2. La missione dei singoli Vescovi viene adempiuta in un ambito strettamente definito. Leggiamo infatti nel testo conciliare: “I singoli Vescovi, che sono preposti a Chiese particolari, esercitano il loro pastorale governo sopra la porzione del popolo di Dio che è stata loro affidata, non sopra le altre Chiese né sopra la Chiesa universale” (LG 23). È una questione regolata in base alla “missione canonica” conferita a ogni Vescovo (LG 24). In ogni caso, l’intervento dell’autorità suprema è garanzia che l’assegnazione della missione canonica venga fatta non solo in funzione del bene di una comunità locale, ma per il bene di tutta la Chiesa, in ordine alla missione universale comune all’episcopato unito al Sommo Pontefice. È un punto fondamentale del “ministero petrino”.

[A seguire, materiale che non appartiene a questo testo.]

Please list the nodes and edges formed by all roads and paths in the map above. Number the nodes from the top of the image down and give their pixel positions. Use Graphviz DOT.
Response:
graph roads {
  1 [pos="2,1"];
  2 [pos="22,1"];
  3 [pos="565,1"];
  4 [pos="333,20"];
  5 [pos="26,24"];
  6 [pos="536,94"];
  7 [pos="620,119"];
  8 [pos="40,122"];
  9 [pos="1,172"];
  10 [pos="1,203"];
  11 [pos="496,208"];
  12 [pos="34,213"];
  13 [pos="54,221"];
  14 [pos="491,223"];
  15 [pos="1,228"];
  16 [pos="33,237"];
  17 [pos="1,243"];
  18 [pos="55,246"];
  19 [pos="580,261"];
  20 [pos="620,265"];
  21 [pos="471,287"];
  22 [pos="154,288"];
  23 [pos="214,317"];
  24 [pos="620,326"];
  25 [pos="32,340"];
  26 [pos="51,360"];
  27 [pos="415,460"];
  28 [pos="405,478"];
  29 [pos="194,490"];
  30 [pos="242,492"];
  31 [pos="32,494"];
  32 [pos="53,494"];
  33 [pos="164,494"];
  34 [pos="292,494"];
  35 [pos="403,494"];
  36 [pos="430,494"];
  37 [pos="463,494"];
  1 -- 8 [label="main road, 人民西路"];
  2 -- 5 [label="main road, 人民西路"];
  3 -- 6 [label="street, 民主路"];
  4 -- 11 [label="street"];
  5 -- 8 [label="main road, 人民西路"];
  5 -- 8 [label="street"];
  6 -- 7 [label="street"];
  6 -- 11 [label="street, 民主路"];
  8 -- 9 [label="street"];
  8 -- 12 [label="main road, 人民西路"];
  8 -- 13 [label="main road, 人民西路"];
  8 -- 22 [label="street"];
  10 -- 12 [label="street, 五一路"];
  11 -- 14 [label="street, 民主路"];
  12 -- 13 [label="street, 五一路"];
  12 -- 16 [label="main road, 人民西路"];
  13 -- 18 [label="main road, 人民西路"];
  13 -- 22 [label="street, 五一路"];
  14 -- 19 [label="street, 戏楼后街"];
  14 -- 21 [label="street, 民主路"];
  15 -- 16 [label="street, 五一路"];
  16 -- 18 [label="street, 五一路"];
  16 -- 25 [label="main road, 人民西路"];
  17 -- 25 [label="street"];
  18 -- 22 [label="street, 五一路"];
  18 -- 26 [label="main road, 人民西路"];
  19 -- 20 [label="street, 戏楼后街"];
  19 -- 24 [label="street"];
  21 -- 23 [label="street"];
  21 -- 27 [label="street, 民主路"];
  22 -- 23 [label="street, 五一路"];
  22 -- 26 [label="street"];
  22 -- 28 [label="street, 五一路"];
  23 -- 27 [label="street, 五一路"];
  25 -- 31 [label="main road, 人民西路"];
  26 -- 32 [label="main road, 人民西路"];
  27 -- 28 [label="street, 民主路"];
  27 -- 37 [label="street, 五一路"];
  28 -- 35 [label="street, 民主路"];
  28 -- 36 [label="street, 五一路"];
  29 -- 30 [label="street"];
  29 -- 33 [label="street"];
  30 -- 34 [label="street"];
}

3. La maggioranza dei Vescovi svolge la sua missione pastorale nelle diocesi. Che cos’è una diocesi? A questo interrogativo il decreto conciliare Christus Dominus sui Vescovi risponde nel modo seguente: “La diocesi è una porzione del popolo di Dio, affidata alle cure pastorali del Vescovo, coadiuvato dal suo presbiterio, in modo che, aderendo al proprio Pastore, e, per mezzo del Vangelo e della SS. Eucaristia, unita nello Spirito Santo, costituisca una Chiesa particolare, nella quale è presente e opera la Chiesa di Cristo, Una, Santa, Cattolica e apostolica” (CD 11). Secondo il Concilio, dunque, ogni Chiesa particolare vive della vita della Chiesa universale, che è la realtà fondamentale della Chiesa. E questo è il contenuto più importante e più qualificante della diocesi, che fa parte della Chiesa universale, non solo come porzione del popolo di Dio circoscritto di regola a un territorio, ma anche con dei caratteri e delle proprietà particolari, che meritano rispetto e stima. In taluni casi si tratta di valori di grande rilievo e di ampia irradiazione nei singoli popoli e persino nella Chiesa universale, come attesta la storia. Ma si può dire che sempre e dovunque la varietà delle diocesi contribuisce alla ricchezza spirituale e allo svolgimento della missione pastorale della Chiesa.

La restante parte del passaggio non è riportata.